Long Oct $140 put @ $3.10, see portfolio graphic for stop loss.

PCRX - Pacira Pharmaceuticals - Company Profile


No specific news. Only a minor rebound in an unsteady market. Shares are trying to form a bottom so I am lowering the stop loss again.

Original Trade Description: August 7th.

Pacira Pharmaceuticals, Inc., a specialty pharmaceutical company, develops, manufactures, and commercializes proprietary pharmaceutical products primarily for use in hospitals and ambulatory surgery centers in the United States. It develops pharmaceutical products based on its proprietary DepoFoam drug delivery technology. The company's lead product includes, EXPAREL, a liposome injection of bupivacaine, an amide-type local anesthetic indicated for infiltration into the surgical site to produce postsurgical analgesia. Its development pipeline comprises DepoTranexamic Acid, a long-acting local antifibrinolytic agent, which is in Phase II clinical development for the treatment or prevention of excessive blood loss during surgery by preventing the breakdown of a clot; and DepoMeloxicam, a long-acting non-steroidal anti-inflammatory drug, which is in preclinical development for the treatment of acute postsurgical pain. Company description from FinViz.com.

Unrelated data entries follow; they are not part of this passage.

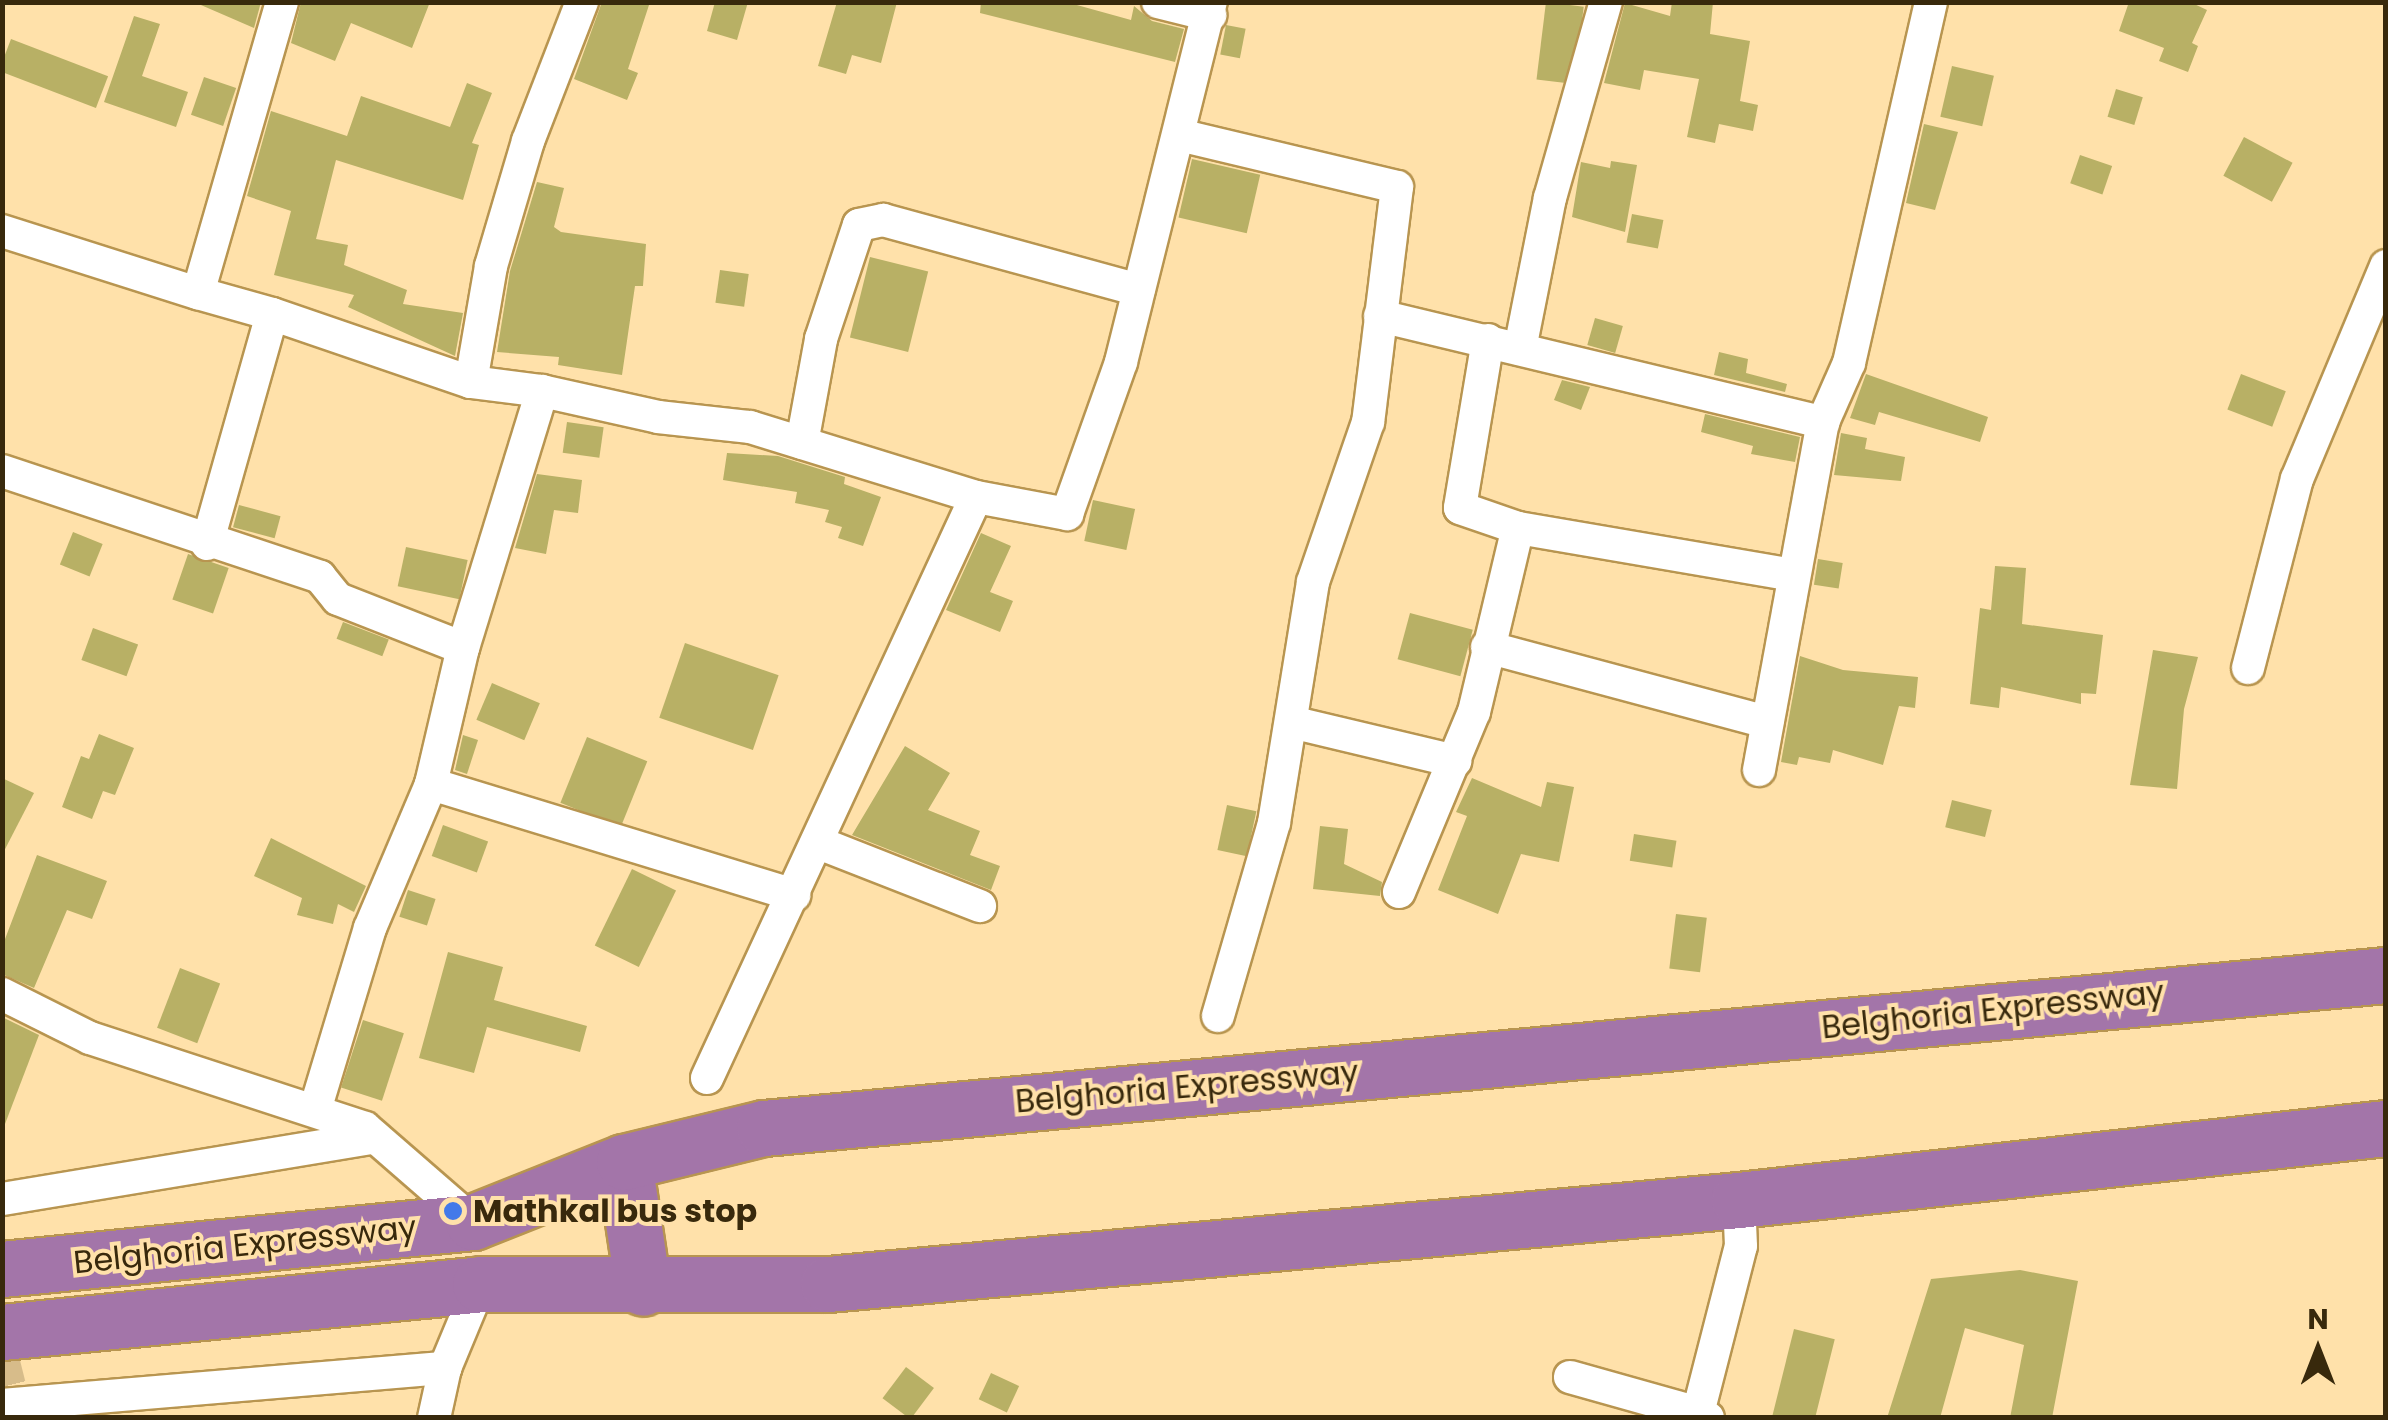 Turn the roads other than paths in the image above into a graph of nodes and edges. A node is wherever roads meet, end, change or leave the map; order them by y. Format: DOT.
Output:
graph roads {
  1 [pos="282,2"];
  2 [pos="582,2"];
  3 [pos="1158,2"];
  4 [pos="1606,2"];
  5 [pos="1931,2"];
  6 [pos="1210,9"];
  7 [pos="1179,135"];
  8 [pos="2,231"];
  9 [pos="2385,270"];
  10 [pos="1139,290"];
  11 [pos="198,293"];
  12 [pos="272,314"];
  13 [pos="1380,316"];
  14 [pos="1504,344"];
  15 [pos="471,382"];
  16 [pos="542,390"];
  17 [pos="1823,422"];
  18 [pos="802,443"];
  19 [pos="2,472"];
  20 [pos="976,497"];
  21 [pos="1518,528"];
  22 [pos="206,544"];
  23 [pos="1792,575"];
  24 [pos="1487,647"];
  25 [pos="462,648"];
  26 [pos="2248,668"];
  27 [pos="1291,722"];
  28 [pos="1767,722"];
  29 [pos="1456,762"];
  30 [pos="1759,770"];
  31 [pos="431,784"];
  32 [pos="818,842"];
  33 [pos="1400,892"];
  34 [pos="794,895"];
  35 [pos="980,906"];
  36 [pos="2386,975"];
  37 [pos="2,994"];
  38 [pos="1218,1016"];
  39 [pos="707,1078"];
  40 [pos="315,1110"];
  41 [pos="2386,1128"];
  42 [pos="375,1137"];
  43 [pos="624,1162"];
  44 [pos="2,1199"];
  45 [pos="1739,1200"];
  46 [pos="473,1222"];
  47 [pos="2,1269"];
  48 [pos="480,1284"];
  49 [pos="643,1288"];
  50 [pos="2,1332"];
  51 [pos="445,1368"];
  52 [pos="1570,1377"];
  53 [pos="2,1405"];
  54 [pos="1703,1415"];
  55 [pos="434,1418"];
  1 -- 11 [label="street"];
  2 -- 15 [label="street"];
  3 -- 6 [label="street"];
  4 -- 14 [label="street"];
  5 -- 17 [label="street"];
  6 -- 7 [label="street"];
  7 -- 10 [label="street"];
  7 -- 13 [label="street"];
  8 -- 11 [label="street"];
  9 -- 26 [label="street"];
  10 -- 18 [label="street"];
  10 -- 20 [label="street"];
  11 -- 12 [label="street"];
  12 -- 15 [label="street"];
  12 -- 22 [label="street"];
  13 -- 14 [label="street"];
  13 -- 27 [label="street"];
  14 -- 17 [label="street"];
  14 -- 21 [label="street"];
  15 -- 16 [label="street"];
  16 -- 18 [label="street"];
  16 -- 25 [label="street"];
  17 -- 23 [label="street"];
  18 -- 20 [label="street"];
  19 -- 22 [label="street"];
  20 -- 32 [label="street"];
  21 -- 23 [label="street"];
  21 -- 24 [label="street"];
  22 -- 25 [label="street"];
  23 -- 28 [label="street"];
  24 -- 28 [label="street"];
  24 -- 29 [label="street"];
  25 -- 31 [label="street"];
  27 -- 29 [label="street"];
  27 -- 38 [label="street"];
  28 -- 30 [label="street"];
  29 -- 33 [label="street"];
  31 -- 34 [label="street"];
  31 -- 40 [label="street"];
  32 -- 34 [label="street"];
  32 -- 35 [label="street"];
  34 -- 39 [label="street"];
  36 -- 43 [label="highway, Belghoria Expressway"];
  37 -- 40 [label="street"];
  40 -- 42 [label="street"];
  41 -- 45 [label="highway, Belghoria Expressway"];
  42 -- 44 [label="street"];
  42 -- 46 [label="street"];
  43 -- 46 [label="highway, Belghoria Expressway"];
  43 -- 49 [label="highway"];
  45 -- 49 [label="highway, Belghoria Expressway"];
  45 -- 54 [label="street"];
  46 -- 47 [label="highway, Belghoria Expressway"];
  48 -- 49 [label="highway, Belghoria Expressway"];
  48 -- 50 [label="highway, Belghoria Expressway"];
  48 -- 51 [label="street"];
  51 -- 53 [label="street"];
  51 -- 55 [label="street"];
  52 -- 54 [label="street"];
}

Pacira reported a loss last week of 29 cents that missed estimates for 28 cents and was well over the 2 cent loss in the year ago period. Revenue of $70.9 million ros eonly 1.9% and misses estimates for $74 million. Rising revenues for their top product, Exparel, were offset by falling revenues elsewhere. Exparel revenues rose 6.1% but DepoCyte and other product revenues declined -81.1%. Research and development costs rose 10`% and G&A costs rose 9.4%. Revenues slowing and expenses rising are never a good combination.

The company reaffirmed their full year revenue guidance for Exparel in the range of $290-$310 million.

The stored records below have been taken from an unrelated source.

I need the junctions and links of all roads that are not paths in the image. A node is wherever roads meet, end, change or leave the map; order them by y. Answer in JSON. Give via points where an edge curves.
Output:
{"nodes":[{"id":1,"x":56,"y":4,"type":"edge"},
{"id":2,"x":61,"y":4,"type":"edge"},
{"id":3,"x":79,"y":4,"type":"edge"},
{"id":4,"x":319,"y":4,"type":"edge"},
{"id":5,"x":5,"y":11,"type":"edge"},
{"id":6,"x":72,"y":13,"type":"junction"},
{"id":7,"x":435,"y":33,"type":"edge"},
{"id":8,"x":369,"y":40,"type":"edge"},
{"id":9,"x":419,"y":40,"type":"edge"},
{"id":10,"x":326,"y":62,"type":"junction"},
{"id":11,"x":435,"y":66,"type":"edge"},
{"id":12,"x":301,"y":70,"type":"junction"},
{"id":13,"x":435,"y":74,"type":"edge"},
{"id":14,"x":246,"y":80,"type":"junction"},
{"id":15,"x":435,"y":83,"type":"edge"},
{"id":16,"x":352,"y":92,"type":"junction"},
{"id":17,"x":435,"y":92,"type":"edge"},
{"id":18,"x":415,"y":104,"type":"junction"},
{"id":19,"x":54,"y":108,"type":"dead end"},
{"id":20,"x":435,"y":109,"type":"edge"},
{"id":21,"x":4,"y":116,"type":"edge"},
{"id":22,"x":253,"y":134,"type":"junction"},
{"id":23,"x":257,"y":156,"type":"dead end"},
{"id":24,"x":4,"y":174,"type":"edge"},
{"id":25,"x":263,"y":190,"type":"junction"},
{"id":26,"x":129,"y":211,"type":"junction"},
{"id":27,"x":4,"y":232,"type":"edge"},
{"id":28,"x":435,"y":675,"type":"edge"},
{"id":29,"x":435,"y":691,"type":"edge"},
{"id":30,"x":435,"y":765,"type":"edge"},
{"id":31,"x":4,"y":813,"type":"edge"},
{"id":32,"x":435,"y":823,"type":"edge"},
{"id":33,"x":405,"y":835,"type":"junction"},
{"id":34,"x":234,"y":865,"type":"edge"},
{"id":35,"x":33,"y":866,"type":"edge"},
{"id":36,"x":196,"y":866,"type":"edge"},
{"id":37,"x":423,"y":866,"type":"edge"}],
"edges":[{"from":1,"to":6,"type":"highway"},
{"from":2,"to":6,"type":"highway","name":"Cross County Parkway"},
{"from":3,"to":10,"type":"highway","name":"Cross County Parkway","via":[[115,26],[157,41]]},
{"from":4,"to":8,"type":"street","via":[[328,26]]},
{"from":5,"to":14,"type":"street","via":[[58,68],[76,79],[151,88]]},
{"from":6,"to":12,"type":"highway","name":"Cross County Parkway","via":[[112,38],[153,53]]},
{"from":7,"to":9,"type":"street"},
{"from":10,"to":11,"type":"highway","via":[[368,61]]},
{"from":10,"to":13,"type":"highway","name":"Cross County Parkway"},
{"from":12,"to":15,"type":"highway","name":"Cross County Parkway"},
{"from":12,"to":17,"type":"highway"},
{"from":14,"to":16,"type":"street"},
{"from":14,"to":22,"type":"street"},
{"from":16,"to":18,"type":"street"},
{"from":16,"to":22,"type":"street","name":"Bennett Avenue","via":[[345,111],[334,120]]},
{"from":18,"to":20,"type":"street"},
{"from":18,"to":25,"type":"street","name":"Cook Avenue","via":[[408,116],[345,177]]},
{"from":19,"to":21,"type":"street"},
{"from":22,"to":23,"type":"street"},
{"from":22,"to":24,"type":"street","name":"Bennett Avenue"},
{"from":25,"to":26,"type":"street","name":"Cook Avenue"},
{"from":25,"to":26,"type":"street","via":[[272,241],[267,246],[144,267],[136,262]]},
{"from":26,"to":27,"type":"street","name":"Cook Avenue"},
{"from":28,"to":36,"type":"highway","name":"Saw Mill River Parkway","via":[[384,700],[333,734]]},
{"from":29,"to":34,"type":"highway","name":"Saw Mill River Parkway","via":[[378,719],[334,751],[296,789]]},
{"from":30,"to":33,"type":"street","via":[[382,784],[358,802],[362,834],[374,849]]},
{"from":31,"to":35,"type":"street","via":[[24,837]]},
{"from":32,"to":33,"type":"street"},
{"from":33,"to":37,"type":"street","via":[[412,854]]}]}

Shares declined to a 6 month low after earnings.

Expected earnings November 3rd.

The optimistic outlook faded in late July when a Phase III trial of Exparel did not produce the desired results in treatment of total knee arthoplasty or TKA. Pacira is trying to expand the uses for Exparel as a way of expanding sales. This was a blow for the stock in July and the weak earnings is causing further declines.

Support is well below at $30.

Position 8/8/17:

Long Sept $35 put @ $1.44, see portfolio graphic for stop loss.

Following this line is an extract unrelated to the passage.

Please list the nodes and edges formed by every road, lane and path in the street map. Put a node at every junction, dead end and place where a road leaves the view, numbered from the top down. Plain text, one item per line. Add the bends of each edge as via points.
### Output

SPY - S&P-500 ETF - ETF Profile


The S&P dropped 36 points on Thursday and rebounded 3 points on Friday. That is hardly bullish but there was plenty of weekend event risk. If the weakness continues, the target should be support just over $240.

I am recommending we target $241 for an exit.

August has been down 5 of the last 7 years and up only 5 of the last 20 years.

Original Trade Description: July 24th.

• The SPDR S&P 500 ETF Trust seeks to provide investment results that, before expenses, correspond generally to the price and yield performance of the S&P 500 Index (the "Index") The S&P 500 Index is a diversified large cap U.S. index that holds companies across all eleven GICS sectors.

The S&P is marching slowly towards a date with destiny and 2,500. Since the median estimate by the top 16 analysts was a 2,450 yearend price target on the S&P, the arrival at 2,500 could be a tripwire that triggers an August correction. We have not had a 5% drop in a year and it has been 9 months since a 3.5% decline. With earnings rapidly playing out and most of the high profile companies will finish reporting by next Wednesday, I am going to recommend a bearish position for August/September.

I am going to set an entry trigger for a SPY put with the S&P at 2,495. Since aggressive traders normally want to anticipate a particular number, I want to enter the position just before we reach that level.

Update 7/26/17: The Dow was up +100 points, Nasdaq +10, Nasdaq 100 +20 and the S&P only gained 70 cents. The Russell 2000 lost -6 and the S&P-400 lost -15. We may not get to that 2,495 level. I am going to add another trigger/strike in case we get a failure from this level.

Position 7/27/17 with a S&P trade at 2,465:

Long Oct $243 put @ $3.65, see portfolio graphic for stop loss.